Wedervergelding

Uit Christipedia

Wedervergelding is met gelijke munt betalen, iemand opleggen of doen toekomen wat hij een ander heeft aangedaan. Wedervergelding is een onderdeel van Gods wet en regeringswegen met de mens. God doet het kwaad wederkeren op het hoofd van de kwaaddoener.

Een vorm van wedervergelding is weerwraak: wraakneming op iem. die zich gewroken heeft.

Het strafrecht in de wet van Mozes is in hoofdzaak wedervergelding, en eist leven voor leven, oog voor oog, wond voor wond, enz., Ex. 21 :23-25, Lev. 24 :17-23, Deut. 19 :21, en bij benadeling in bezittingen, volledige vergoeding. (Over het lossen, in verband met de wedervergelding, zie Lev. 25, Num. 5 :8; 35 :19, 2 Sam. 14 :7).

Wedervergelding komt ook voor in Gods regeringswegen met de mens.

Ge 9:6 Vergiet iemand het bloed van de mens, door de mens zal diens bloed vergoten worden; want naar het beeld van God heeft Hij de mens gemaakt. (HSV)

Jacob bedroog zijn vader Izaak en werd later zelf bedrogen door zijn oom Laban, die hem Lea tot vrouw gaf in plaats van Rachel. Izaak zag het niet, Jacob zag het niet. Wie een weduwe of wees onderdrukt, wordt zelf onderdrukt en krijgt te maken met die maatschappelijk staat in zijn gezin.

Ex 22:22 U mag geen enkele weduwe of wees onderdrukken. Ex 22:23 Als u hen maar enigszins onderdrukt en zij maar enigszins tot Mij om hulp roepen, zal Ik hun roep zeker verhoren. Ex 22:24 Mijn toorn zal ontbranden en Ik zal u met het zwaard doden en uw vrouwen zullen weduwen en uw kinderen wezen worden. (HSV)

De Kanaänitische koning Adoni-Bezek ondervond wedervergelding van de vernedering die hij zeventig koningen had aangedaan.

Ri 1:6 Adoni-Bezek vluchtte echter, maar zij achtervolgden hem, grepen hem en hakten de duimen van zijn handen en zijn grote tenen af.
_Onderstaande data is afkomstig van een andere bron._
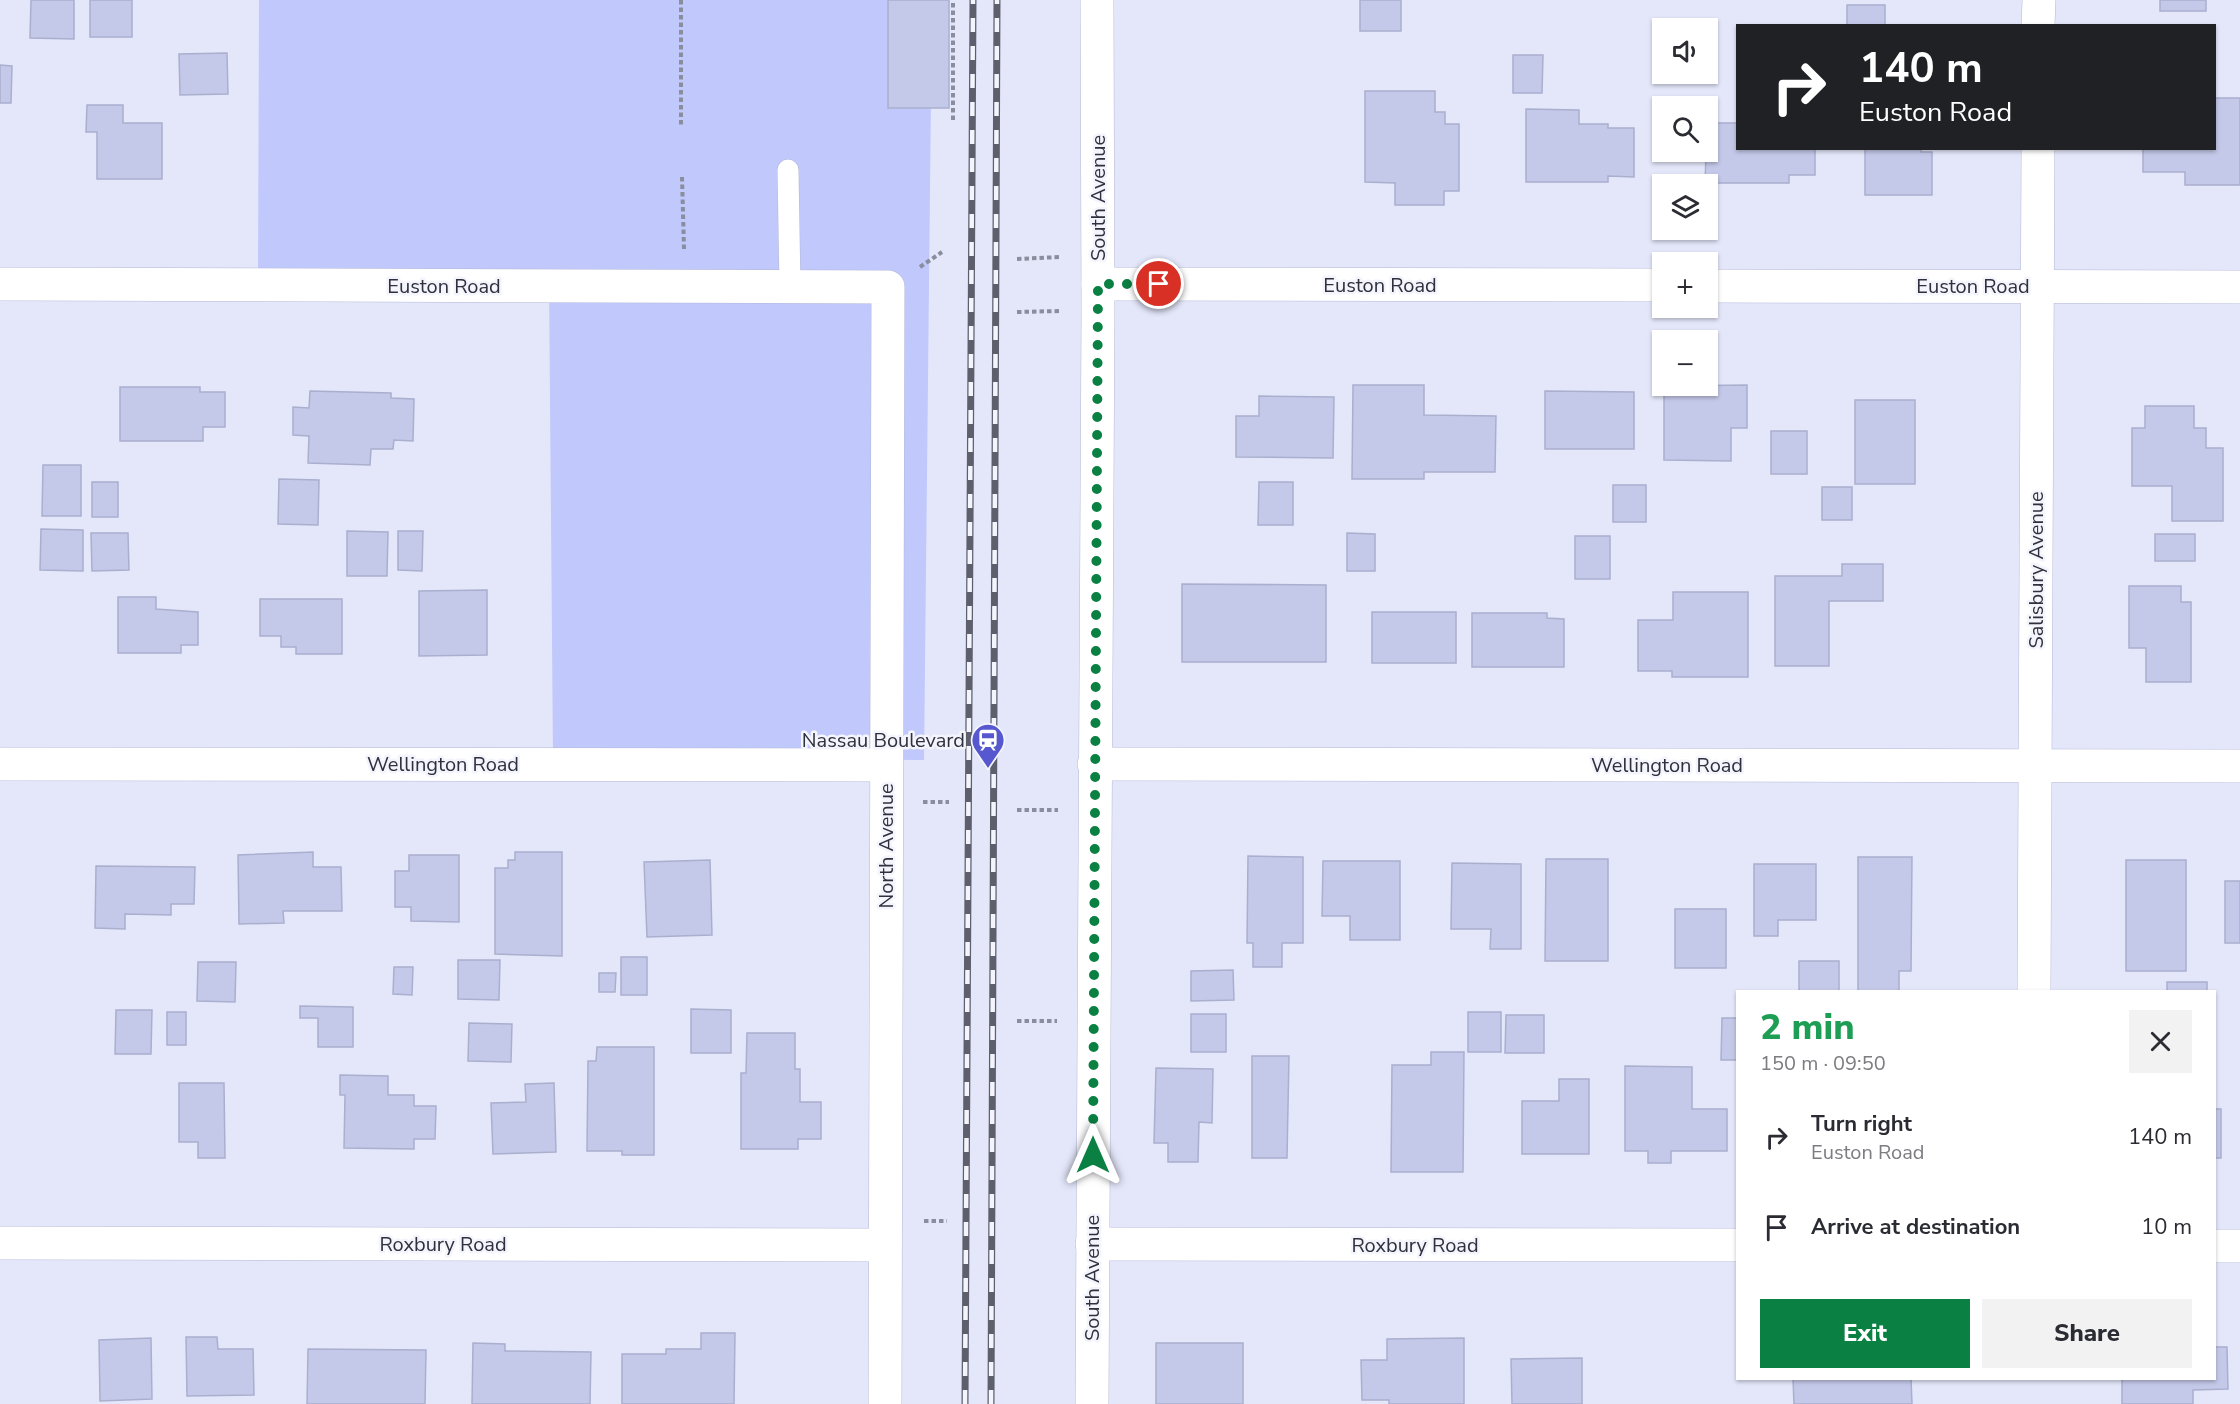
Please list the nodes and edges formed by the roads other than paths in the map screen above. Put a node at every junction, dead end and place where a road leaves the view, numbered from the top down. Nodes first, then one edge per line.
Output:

Ri 1:7 Toen zei Adoni-Bezek: Zeventig koningen, van wie de duimen van hun handen en hun grote tenen afgehakt waren, zaten onder mijn tafel en raapten de kruimels op. Zoals ik met anderen gedaan heb, zo heeft God mij vergolden. En zij brachten hem naar Jeruzalem en hij stierf daar. (HSV)

De profeet Samuël zei tegen de ongehoorzame koning Saul:

1Sa 15:23 Want opstandigheid is een zonde van waarzeggerij, en tegenstreven is afgoderij en beeldendienst. Omdat u het woord van de HEERE verworpen hebt, heeft Hij u verworpen, zodat u geen koning meer zult zijn. (HSV)

God zal in zijn toorn "verderven hen die de aarde verderven".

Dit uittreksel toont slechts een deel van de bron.